» Problem requirements
Within the data beneath, some lines may hold the word "roads". Give the number of those lines and nothing else.

» Input data
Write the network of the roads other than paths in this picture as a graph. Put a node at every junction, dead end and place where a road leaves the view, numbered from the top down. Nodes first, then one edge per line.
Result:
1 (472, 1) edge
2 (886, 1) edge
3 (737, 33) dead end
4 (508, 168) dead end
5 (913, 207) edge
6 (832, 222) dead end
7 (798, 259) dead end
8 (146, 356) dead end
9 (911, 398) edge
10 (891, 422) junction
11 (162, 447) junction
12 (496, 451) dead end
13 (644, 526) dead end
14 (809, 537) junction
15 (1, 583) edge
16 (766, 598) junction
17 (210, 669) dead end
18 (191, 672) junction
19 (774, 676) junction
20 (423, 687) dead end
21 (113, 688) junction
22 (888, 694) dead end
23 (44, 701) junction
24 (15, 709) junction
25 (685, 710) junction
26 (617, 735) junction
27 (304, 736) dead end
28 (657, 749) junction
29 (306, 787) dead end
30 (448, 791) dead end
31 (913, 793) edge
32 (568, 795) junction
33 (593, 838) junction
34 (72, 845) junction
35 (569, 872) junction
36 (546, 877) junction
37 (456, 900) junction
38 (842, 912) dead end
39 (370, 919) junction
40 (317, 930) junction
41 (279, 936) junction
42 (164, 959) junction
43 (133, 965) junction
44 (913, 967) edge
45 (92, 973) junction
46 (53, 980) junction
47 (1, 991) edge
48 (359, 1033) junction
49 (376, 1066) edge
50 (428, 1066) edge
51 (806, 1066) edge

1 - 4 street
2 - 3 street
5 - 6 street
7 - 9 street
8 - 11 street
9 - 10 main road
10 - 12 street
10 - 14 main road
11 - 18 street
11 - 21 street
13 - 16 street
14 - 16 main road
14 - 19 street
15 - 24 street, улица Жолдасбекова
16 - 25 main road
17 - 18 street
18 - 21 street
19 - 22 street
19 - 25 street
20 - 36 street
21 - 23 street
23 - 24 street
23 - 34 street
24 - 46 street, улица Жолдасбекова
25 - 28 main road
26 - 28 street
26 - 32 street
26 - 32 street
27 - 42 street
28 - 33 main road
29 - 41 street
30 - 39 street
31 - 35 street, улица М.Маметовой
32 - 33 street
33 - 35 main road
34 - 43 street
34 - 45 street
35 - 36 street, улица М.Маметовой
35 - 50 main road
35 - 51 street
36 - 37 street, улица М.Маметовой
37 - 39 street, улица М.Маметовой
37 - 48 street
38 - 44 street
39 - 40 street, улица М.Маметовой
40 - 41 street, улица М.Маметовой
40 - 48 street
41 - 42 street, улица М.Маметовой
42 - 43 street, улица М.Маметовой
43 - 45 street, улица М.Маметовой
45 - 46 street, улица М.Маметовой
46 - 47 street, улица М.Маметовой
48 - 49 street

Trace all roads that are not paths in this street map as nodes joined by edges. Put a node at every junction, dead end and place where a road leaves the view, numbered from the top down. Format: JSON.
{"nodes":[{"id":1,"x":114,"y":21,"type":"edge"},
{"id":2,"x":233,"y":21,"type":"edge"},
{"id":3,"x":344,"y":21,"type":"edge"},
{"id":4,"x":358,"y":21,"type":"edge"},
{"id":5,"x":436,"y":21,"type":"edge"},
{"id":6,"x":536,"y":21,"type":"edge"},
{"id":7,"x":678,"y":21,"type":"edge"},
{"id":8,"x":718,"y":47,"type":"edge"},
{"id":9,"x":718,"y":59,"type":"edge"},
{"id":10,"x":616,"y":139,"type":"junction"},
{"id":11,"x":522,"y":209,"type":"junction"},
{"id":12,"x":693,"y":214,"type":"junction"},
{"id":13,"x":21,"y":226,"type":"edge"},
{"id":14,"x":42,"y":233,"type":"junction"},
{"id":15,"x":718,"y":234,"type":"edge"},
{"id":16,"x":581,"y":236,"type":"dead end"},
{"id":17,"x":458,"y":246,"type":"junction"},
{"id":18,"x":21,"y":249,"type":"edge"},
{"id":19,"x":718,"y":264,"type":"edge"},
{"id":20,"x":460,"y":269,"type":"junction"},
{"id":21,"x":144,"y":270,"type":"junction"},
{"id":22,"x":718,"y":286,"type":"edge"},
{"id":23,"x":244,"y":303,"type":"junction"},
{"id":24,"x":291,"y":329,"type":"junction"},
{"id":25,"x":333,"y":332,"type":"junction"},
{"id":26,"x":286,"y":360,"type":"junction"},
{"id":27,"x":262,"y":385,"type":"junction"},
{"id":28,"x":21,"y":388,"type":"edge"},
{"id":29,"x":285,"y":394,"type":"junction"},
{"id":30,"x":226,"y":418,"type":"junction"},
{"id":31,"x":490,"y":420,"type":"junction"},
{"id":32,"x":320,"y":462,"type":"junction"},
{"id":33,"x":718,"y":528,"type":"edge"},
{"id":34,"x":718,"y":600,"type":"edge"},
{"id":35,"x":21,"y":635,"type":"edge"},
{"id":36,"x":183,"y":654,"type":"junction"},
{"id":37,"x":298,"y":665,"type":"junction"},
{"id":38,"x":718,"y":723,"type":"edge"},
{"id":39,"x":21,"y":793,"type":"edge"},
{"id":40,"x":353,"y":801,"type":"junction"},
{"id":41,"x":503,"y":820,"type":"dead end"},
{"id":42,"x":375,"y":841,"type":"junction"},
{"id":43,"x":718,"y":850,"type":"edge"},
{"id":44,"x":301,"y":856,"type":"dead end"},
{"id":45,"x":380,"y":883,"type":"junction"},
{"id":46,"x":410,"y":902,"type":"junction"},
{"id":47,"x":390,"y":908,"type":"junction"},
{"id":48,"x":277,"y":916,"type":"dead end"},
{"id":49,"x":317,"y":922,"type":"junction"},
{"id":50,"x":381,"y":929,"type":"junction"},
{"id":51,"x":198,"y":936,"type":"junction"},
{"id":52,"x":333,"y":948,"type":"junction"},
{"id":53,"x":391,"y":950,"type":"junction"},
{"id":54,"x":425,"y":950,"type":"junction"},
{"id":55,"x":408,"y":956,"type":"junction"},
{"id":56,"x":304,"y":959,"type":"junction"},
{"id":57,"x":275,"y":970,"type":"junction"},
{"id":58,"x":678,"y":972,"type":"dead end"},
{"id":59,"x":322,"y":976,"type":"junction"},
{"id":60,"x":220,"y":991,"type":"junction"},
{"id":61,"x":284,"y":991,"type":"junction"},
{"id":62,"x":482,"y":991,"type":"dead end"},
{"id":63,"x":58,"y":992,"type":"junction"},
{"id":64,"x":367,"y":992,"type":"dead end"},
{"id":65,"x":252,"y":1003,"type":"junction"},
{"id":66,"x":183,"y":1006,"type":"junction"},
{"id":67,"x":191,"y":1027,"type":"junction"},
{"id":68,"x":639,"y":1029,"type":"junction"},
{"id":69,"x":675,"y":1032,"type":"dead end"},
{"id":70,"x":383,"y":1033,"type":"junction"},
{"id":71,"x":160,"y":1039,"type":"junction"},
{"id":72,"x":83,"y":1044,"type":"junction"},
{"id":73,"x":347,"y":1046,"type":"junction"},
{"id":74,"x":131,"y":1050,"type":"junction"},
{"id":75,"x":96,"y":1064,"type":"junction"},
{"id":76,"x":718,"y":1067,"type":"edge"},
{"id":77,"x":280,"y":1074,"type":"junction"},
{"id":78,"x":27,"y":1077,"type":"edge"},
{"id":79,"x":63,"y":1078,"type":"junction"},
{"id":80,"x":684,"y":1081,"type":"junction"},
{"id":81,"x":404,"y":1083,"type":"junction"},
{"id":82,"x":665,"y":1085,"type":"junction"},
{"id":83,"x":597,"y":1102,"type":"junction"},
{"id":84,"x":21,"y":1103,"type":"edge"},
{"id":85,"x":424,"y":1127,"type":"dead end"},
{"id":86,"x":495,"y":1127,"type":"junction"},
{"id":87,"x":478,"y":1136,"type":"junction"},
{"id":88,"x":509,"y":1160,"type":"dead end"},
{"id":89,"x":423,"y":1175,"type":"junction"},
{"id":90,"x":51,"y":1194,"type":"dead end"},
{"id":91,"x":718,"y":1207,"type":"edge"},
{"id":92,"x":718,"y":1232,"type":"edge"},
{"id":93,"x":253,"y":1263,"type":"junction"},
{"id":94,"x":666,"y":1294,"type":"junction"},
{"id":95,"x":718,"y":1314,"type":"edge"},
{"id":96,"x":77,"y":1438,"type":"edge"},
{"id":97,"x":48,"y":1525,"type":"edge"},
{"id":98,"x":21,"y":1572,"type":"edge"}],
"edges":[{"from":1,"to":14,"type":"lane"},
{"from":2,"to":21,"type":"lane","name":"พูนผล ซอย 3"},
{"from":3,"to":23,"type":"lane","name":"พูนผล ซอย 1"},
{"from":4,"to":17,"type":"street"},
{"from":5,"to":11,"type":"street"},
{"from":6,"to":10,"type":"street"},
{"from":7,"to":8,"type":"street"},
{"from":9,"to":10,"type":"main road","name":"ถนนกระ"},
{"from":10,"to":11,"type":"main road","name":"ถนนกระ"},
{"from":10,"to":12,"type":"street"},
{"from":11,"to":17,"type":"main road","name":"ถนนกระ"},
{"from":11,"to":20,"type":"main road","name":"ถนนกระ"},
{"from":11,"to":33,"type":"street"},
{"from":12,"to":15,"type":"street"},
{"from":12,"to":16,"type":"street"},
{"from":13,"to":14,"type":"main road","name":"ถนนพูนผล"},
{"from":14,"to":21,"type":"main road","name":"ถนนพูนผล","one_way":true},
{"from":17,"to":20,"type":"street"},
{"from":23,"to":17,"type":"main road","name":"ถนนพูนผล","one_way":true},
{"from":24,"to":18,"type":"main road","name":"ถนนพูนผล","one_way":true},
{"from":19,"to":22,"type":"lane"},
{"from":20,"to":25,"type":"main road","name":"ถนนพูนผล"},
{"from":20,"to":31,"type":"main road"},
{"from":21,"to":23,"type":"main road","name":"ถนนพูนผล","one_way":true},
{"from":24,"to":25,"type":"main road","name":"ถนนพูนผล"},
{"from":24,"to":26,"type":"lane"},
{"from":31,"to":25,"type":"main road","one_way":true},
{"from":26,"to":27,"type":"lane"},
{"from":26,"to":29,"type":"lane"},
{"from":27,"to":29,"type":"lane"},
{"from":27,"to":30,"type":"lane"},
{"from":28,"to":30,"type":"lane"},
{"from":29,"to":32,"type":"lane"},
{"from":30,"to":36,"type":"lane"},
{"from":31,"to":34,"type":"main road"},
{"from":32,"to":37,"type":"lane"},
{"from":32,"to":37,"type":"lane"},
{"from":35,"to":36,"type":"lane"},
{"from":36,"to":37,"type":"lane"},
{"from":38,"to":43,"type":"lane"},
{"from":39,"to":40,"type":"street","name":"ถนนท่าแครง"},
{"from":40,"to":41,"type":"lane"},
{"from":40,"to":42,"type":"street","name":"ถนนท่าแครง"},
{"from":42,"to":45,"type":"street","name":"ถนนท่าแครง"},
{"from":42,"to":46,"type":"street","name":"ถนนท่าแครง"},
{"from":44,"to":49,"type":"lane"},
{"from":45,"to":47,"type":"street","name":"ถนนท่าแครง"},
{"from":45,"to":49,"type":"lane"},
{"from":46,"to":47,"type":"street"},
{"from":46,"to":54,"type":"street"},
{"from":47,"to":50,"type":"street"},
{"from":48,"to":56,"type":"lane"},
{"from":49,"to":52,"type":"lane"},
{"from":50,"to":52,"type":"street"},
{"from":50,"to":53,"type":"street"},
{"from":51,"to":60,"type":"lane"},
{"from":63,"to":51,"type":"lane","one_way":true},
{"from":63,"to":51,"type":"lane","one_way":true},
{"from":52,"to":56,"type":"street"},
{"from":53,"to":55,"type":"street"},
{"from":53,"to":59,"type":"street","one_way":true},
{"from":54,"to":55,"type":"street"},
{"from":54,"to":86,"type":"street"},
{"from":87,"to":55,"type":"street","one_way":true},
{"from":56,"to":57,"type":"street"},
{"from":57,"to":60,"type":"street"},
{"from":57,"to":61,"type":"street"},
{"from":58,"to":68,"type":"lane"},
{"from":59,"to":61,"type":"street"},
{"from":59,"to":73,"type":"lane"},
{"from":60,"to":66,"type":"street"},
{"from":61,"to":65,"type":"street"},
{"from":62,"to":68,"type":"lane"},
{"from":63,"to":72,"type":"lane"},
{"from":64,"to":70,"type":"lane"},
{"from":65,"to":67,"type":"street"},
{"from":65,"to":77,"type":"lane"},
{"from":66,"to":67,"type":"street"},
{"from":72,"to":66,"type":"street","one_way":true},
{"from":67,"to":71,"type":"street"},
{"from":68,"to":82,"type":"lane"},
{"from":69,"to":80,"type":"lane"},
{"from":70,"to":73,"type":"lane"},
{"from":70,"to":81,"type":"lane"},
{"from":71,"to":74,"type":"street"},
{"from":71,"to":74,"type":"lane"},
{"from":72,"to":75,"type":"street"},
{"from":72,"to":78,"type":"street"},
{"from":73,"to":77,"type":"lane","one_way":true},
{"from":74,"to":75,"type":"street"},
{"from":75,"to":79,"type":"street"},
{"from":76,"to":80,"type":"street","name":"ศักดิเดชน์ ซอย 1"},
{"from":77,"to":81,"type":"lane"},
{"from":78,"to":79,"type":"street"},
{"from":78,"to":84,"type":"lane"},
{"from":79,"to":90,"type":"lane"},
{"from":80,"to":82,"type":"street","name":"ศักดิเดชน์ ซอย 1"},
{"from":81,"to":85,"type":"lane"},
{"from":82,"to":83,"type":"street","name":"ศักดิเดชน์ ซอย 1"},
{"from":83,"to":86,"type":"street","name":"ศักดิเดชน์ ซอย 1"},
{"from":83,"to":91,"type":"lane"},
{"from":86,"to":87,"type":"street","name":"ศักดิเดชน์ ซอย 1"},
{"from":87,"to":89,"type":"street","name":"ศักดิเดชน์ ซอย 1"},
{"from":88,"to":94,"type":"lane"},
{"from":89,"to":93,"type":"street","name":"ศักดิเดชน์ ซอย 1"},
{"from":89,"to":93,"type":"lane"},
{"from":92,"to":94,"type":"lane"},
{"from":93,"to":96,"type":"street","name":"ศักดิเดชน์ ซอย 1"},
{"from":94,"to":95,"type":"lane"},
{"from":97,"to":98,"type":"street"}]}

» Result of the exercise
2